Die evangelischen Kirchen in Niedersachsen hätten vor kurzem ihre Kirchengemeinden über die aktuellen Regelungen informiert, sagte Meister. Sie hätten darum gebeten, das Kirchenasyl weiterhin sorgfältig zu handhaben und die Beratung der Fachleute in den Kirchen in Anspruch zu nehmen. "Für uns kann und soll das Kirchenasyl in besonderen Fällen einen Aufschub für weitere Klärungen des jeweiligen Einzelfalls gewähren und wendet sich daher nicht gegen den Rechtsstaat."

Günther Beckstein

Der frühere bayerische Ministerpräsident Günther Beckstein (CSU) plädiert hingegen für ein restriktiveres Vorgehen beim Kirchenasyl. Zugleich tritt er für eine Stärkung der Härtefallkommissionen ein, um schwierige Flüchtlingsfälle gesondert zu überprüfen. Er sei "etwas traurig", dass die Härtefallkommission in den vergangenen Jahren "ein Stück in Vergessenheit geraten ist und wieder das Kirchenasyl sehr stark wird", sagte Beckstein am Donnerstag dem Deutschlandfunk.

Zugleich hält er es für schwierig, wenn sich der Staat gegen Gemeinden stelle, die Kirchenasyl anböten. Denn sie verkörperten Werte wie Solidarität, Nächstenliebe und Engagement, auf denen der Staat aufbaue. Er sehe es als "Grenzüberschreitung", wenn Flüchtlinge mit Polizeigewalt aus dem Kirchenasyl geholt würden. Dennoch sei das Kirchenasyl für den Rechtsstaat nur schwer zu ertragen, "denn die Kirchen sind nicht die Wächter des Rechtsstaats, sondern das sind die Gerichte", sagte der frühere stellvertretende Präses der Synode der Evangelischen Kirche in Deutschland (EKD). 

Bedford-Strohm: Keinen kircheneigenen Rechtsweg einschlagen

Der EKD-Ratsvorsitzende Heinrich Bedford-Strohm, hatte zuvor davor gewarnt, die Kirche dürften den Rechtsstaat nicht infrage stellen und keinen "kircheneigenen Rechtsweg" einschlagen.

Seit August gelten nach einem Erlass des Bundesinnenministeriums für das Kirchenasyl strengere Regeln.

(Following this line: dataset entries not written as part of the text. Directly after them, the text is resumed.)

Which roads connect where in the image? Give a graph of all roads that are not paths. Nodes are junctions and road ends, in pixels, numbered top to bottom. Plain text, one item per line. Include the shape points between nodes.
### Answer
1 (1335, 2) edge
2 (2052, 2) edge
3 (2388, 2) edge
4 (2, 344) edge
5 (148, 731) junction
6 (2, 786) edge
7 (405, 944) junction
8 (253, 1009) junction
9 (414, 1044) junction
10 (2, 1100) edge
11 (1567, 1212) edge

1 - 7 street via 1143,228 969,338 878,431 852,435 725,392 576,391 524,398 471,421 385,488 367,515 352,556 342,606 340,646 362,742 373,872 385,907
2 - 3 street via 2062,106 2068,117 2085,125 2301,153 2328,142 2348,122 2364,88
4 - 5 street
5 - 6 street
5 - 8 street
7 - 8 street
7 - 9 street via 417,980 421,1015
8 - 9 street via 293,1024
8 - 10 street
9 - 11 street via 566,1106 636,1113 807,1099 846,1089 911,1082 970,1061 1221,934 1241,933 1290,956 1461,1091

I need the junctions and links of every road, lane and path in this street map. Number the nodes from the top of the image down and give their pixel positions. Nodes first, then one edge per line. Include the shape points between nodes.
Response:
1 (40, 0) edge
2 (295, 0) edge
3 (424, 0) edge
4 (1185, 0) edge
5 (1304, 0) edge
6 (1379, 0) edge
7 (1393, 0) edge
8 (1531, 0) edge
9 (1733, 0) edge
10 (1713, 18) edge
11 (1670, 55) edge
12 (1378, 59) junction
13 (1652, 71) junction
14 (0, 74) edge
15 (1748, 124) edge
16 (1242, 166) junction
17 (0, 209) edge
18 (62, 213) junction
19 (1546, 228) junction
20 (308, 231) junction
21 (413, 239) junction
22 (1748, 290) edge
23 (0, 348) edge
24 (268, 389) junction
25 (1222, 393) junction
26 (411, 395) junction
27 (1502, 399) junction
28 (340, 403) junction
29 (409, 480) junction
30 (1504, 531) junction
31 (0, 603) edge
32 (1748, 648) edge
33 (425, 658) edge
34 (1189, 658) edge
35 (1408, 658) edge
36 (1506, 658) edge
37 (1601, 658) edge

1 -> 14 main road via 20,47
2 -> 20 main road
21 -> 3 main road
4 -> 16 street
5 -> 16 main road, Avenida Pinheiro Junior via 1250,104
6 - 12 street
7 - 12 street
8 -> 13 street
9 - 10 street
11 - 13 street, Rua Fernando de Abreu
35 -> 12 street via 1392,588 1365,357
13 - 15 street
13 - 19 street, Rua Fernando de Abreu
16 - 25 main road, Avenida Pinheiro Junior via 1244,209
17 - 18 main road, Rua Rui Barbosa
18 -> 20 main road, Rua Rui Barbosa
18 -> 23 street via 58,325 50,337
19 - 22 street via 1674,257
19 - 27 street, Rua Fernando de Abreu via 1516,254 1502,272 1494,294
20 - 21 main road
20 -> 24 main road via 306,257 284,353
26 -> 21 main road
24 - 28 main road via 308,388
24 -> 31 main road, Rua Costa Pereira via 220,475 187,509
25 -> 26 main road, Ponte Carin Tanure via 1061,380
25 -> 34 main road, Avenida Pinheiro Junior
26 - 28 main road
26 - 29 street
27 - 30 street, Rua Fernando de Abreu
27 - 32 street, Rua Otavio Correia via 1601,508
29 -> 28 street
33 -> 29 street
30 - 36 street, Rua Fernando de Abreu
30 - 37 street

Danach müssen die Kirchen ein Falldossier für das Bundesamt für Migration und Flüchtlinge erstellen und einen Ansprechpartner benennen. Kommen Kirchen diesen Pflichten nicht nach, kann die Entscheidungsfrist von 6 auf 18 Monate verlängert werden. Paragraf 23a des Aufenthaltsgesetzes räumt den Bundesländern die Möglichkeit ein, Härtefallkommission für schwierige Flüchtlings-Fälle einzurichten.

Nach Angaben der Ökumenischen Bundesarbeitsgemeinschaft "Asyl in der Kirche" sind derzeit bundesweit 552 aktive Kirchenasyle mit mindestens 868 Personen bekannt. 512 Fälle fallen dem Verein zufolge unter die Dublin-Regelung, wonach Asylsuchende, die bereits in einem anderen EU-Land registriert wurden, dorthin zurückgeführt werden können.